Rating:
At first glance, Orion Rigel Dommisse's debut What I Want From You Is Sweet sounds like the output of another fanciful bard in the Joanna Newsom mold: electric cello player singing narrative set pieces about twin girls telling ghost stories, hushed conclusions about the flesh ("The body is a breathing thing/ I'd like to keep it warm") under sweeping strings courtesy of Espers star and album producer Greg Weeks. It's even on a cozy imprint (Language of Stone) of Newsom's home label Drag City.
But something dark and serrated is hidden among all those would-be costume folds. Upper register vocals and manicured strings and Wurlitzer aside, this album is ten songs (a taut 38 minutes) of sylvan murder ballads, equal parts Nick Cave fatalism and delusional, pastoral noir. Look no further than the ominous, grayscale cover art: a grove gone to seed; sinister, overfed goats circling a well in the foreground; a black growth bulging from a tree; a young woman walking a path to a beat-up trailer tilting in the background.
The album opens with a song called "Fake Yer Death" and a line of grim prescription-- "Fake your death/ If you need to"-- which unfolds into the macabre instructional ("Make sure the bones look something like your own"). Then a haunting narrative about two questionable young girls (Ghosts? Murderers?) luring a man to his death in the ocean set above a nodding Omnichord waltz ("Alice and Sarah"). Then, on "Simon Sent For Me", 8-bit piano twinkles and another string of troubling imperatives: "Get out of the ocean/ Get into the cave/ Don't drink from haunted fountains/ Stop rubbing graves." Message: received.

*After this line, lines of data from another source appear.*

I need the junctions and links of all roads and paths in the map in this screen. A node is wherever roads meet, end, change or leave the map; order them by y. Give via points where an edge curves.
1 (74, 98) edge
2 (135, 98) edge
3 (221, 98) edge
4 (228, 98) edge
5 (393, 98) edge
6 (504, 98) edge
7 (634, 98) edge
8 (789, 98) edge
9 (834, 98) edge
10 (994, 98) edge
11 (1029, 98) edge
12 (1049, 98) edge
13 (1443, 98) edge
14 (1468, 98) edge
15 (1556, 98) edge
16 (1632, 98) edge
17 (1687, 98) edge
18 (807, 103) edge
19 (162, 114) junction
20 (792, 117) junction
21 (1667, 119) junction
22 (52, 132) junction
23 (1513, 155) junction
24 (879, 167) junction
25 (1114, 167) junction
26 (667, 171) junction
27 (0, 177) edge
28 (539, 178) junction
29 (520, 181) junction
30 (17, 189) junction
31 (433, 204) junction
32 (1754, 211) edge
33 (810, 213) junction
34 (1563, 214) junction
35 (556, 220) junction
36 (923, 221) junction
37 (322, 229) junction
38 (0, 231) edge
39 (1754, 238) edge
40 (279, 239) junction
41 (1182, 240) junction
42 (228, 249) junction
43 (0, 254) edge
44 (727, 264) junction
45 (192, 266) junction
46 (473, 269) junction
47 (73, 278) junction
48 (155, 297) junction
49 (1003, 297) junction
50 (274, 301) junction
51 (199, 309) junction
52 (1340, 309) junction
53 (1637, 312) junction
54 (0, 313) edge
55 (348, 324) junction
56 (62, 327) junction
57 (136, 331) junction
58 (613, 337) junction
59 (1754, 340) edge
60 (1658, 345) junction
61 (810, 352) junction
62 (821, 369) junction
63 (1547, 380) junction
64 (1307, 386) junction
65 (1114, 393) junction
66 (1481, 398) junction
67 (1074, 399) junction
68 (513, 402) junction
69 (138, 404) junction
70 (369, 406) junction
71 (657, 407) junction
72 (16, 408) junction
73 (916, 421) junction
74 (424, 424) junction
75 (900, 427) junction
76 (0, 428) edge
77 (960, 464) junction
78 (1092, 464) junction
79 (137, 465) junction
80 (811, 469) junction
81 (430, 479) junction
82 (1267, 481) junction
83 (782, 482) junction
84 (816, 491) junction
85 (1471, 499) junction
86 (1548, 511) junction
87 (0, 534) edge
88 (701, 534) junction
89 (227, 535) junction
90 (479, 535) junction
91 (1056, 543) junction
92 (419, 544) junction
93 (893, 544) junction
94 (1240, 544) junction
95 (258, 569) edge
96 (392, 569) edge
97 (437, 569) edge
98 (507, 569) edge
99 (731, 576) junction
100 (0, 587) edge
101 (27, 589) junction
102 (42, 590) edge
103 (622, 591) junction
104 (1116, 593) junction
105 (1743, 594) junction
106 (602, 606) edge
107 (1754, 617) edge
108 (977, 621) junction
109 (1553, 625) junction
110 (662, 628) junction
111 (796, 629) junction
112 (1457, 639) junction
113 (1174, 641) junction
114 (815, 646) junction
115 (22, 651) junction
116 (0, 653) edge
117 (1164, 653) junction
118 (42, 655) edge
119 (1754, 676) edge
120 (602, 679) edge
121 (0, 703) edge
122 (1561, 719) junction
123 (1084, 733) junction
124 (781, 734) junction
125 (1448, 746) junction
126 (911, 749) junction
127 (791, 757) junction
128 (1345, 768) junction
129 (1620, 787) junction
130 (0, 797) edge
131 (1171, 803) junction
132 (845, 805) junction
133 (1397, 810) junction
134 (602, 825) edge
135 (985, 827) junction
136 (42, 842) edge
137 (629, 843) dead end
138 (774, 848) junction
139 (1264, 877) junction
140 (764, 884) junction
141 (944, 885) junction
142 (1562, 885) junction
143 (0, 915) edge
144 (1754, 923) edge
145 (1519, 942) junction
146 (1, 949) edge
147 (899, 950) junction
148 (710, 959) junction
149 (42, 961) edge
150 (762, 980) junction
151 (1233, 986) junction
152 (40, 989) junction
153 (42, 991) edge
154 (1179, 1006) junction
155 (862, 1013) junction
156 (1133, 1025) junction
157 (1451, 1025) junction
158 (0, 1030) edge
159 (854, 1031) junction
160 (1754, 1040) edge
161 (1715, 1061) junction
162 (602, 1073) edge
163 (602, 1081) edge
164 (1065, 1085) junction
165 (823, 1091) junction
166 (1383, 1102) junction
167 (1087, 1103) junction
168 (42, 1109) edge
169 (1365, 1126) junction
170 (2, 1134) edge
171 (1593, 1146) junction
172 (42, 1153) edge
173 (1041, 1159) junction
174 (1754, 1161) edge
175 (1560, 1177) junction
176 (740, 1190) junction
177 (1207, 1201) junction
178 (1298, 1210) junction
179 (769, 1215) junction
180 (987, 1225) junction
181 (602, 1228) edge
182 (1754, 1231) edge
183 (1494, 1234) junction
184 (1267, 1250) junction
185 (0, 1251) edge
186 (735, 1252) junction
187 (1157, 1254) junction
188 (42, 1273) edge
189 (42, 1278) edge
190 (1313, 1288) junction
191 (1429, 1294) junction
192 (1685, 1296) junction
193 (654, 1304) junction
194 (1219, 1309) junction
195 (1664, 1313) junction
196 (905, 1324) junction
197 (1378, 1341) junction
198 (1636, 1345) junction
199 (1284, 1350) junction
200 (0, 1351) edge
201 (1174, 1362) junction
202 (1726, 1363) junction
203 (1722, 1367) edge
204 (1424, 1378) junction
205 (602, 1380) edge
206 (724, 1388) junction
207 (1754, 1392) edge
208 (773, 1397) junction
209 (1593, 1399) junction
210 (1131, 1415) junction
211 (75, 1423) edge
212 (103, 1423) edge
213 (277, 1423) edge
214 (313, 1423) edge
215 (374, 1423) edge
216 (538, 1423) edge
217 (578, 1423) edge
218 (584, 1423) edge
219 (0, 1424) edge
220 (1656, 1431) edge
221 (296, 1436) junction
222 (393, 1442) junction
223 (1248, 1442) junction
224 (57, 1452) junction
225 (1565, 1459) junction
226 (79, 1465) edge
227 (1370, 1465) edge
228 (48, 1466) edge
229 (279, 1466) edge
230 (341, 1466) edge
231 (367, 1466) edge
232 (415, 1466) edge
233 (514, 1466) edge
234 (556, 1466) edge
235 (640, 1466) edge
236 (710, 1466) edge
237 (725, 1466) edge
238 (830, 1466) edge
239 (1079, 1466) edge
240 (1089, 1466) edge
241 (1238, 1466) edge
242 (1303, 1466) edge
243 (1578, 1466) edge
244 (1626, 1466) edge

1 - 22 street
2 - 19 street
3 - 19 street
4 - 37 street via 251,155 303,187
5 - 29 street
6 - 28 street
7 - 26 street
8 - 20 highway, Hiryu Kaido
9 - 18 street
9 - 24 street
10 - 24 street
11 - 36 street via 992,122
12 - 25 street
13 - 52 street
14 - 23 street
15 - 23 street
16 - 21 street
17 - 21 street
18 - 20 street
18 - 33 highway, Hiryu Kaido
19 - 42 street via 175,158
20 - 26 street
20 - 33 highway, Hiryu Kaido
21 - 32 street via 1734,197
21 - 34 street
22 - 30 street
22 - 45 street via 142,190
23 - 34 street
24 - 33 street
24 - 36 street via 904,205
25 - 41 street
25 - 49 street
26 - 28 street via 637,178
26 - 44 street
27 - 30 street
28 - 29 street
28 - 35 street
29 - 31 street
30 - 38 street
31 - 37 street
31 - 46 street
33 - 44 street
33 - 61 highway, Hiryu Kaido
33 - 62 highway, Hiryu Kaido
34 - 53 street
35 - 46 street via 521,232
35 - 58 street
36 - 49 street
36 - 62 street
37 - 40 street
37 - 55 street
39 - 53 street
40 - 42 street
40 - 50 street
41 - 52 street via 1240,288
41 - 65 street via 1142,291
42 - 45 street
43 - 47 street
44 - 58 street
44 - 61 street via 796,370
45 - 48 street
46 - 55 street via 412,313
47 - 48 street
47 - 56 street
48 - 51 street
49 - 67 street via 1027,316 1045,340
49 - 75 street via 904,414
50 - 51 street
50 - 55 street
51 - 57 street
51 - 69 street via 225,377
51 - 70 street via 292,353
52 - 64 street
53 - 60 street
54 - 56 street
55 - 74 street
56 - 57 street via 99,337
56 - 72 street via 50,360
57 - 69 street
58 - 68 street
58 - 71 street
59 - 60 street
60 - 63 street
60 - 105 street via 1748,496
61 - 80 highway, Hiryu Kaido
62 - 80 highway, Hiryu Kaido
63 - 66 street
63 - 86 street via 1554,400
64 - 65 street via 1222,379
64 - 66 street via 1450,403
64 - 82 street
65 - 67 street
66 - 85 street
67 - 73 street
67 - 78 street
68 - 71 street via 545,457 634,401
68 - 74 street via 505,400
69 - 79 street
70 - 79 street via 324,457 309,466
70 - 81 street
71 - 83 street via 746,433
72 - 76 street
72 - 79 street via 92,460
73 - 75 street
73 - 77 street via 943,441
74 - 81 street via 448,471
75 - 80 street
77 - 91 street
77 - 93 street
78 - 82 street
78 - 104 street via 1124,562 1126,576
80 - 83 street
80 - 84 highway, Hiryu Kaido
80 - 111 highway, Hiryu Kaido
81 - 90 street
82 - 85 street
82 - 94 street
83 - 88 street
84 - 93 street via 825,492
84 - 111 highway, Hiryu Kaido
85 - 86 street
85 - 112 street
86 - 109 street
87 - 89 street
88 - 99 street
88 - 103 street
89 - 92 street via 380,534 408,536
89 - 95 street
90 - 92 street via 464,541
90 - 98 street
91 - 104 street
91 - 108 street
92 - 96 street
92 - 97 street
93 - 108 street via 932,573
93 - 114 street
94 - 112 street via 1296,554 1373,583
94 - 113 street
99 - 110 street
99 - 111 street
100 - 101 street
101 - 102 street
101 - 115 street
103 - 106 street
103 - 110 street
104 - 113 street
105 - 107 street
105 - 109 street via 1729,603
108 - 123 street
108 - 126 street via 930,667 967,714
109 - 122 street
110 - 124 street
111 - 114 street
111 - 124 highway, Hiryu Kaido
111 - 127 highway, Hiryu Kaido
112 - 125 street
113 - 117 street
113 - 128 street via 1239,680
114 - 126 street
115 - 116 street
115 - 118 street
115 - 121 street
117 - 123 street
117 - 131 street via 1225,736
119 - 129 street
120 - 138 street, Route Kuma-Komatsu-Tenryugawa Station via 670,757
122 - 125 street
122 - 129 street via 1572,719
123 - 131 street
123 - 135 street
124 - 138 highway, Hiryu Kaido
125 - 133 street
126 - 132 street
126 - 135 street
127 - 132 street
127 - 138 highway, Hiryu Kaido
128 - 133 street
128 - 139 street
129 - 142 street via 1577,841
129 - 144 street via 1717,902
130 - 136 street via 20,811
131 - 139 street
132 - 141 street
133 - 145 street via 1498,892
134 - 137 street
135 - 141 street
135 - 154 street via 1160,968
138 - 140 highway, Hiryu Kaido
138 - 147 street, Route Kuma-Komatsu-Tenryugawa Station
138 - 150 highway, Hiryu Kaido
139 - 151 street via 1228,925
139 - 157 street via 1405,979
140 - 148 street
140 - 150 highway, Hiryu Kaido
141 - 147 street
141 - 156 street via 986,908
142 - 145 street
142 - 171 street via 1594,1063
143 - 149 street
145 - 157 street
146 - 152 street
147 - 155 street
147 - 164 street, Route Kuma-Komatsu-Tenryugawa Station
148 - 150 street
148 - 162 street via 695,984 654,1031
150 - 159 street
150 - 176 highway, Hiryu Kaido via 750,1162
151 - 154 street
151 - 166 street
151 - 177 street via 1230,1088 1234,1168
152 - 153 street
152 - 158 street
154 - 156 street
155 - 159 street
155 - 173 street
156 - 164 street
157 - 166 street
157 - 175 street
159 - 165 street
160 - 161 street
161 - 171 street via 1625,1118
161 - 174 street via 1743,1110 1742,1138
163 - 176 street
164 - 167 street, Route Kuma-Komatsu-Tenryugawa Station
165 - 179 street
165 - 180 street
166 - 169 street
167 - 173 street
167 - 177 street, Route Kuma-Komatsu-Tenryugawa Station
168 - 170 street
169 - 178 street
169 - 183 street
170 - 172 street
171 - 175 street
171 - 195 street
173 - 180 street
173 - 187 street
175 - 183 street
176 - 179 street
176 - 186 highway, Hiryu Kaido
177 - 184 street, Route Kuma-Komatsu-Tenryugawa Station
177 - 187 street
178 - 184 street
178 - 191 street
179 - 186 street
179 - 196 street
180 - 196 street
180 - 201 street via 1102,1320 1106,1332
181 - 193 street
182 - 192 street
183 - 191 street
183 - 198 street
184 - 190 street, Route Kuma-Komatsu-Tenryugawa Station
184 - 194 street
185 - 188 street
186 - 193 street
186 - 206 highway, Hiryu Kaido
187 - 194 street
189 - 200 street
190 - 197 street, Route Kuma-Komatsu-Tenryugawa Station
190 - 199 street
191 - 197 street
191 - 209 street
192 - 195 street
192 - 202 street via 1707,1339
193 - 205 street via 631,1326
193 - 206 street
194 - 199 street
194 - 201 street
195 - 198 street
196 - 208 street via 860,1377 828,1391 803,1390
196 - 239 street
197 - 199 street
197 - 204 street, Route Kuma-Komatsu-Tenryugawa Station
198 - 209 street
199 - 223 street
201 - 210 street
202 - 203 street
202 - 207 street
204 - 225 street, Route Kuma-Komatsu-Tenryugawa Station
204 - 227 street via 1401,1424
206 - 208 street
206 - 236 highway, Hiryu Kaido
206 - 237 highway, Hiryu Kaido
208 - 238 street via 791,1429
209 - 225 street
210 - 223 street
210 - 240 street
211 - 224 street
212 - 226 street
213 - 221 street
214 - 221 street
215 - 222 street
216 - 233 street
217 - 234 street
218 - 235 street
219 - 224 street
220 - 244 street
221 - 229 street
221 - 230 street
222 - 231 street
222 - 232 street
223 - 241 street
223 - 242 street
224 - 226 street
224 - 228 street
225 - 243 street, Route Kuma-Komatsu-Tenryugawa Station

As a vocalist, Dommisse stays guile. She's extremely choosy about how and where she articulates her lines. On "Suicide Kiss (Because Dead)", she buries each line's first half, smothering words under rising tidal strings and ambient buzz that the listener can only retrieve single images and phrases until the hook, "Because death, because death/ Will open my heart," intercedes. Death holds court on Sweet. It's the featured word in four of the album's ten song titles. And it's the revisited, reexamined subject of pretty much every line and sentiment on the album. Even when Dommisse trots out an uptempo, nearly-major-chord song ("Capricorn"), she uses it to link her speaker with the astrological goat-- a traditional symbol of, among other things, lechery, winter, formality, and darkness.
Dommisse keeps the darkness relatively compelling. As the Plath-like obsessions veer into monochrome, the sounds of Sweet become, consciously or unconsciously, an attempt to balance the pervading shade of the album. Her cello feels wedded to her murky lyricism, so it's the troika of Dommisse's electric piano, Omnichord, and Wurlitzer that anchor the lighter, almost fanciful electronic backgrounds (her MySpace page playfully has Legend of Zelda as one of her influences). This is a tricky balancing act, and Sweet does a fine job keeping its sharpness and its hidden, er, sweetness, in dialogue. Nearly 40 minutes of a gloomy wood nymph debut is as much as any sane listener can handle, but it speaks well of the album that after all those fatal lessons and imperatives, there are still some very real questions left over. Namely, what stories does Dommisse have left to tell? And how many people are going to die?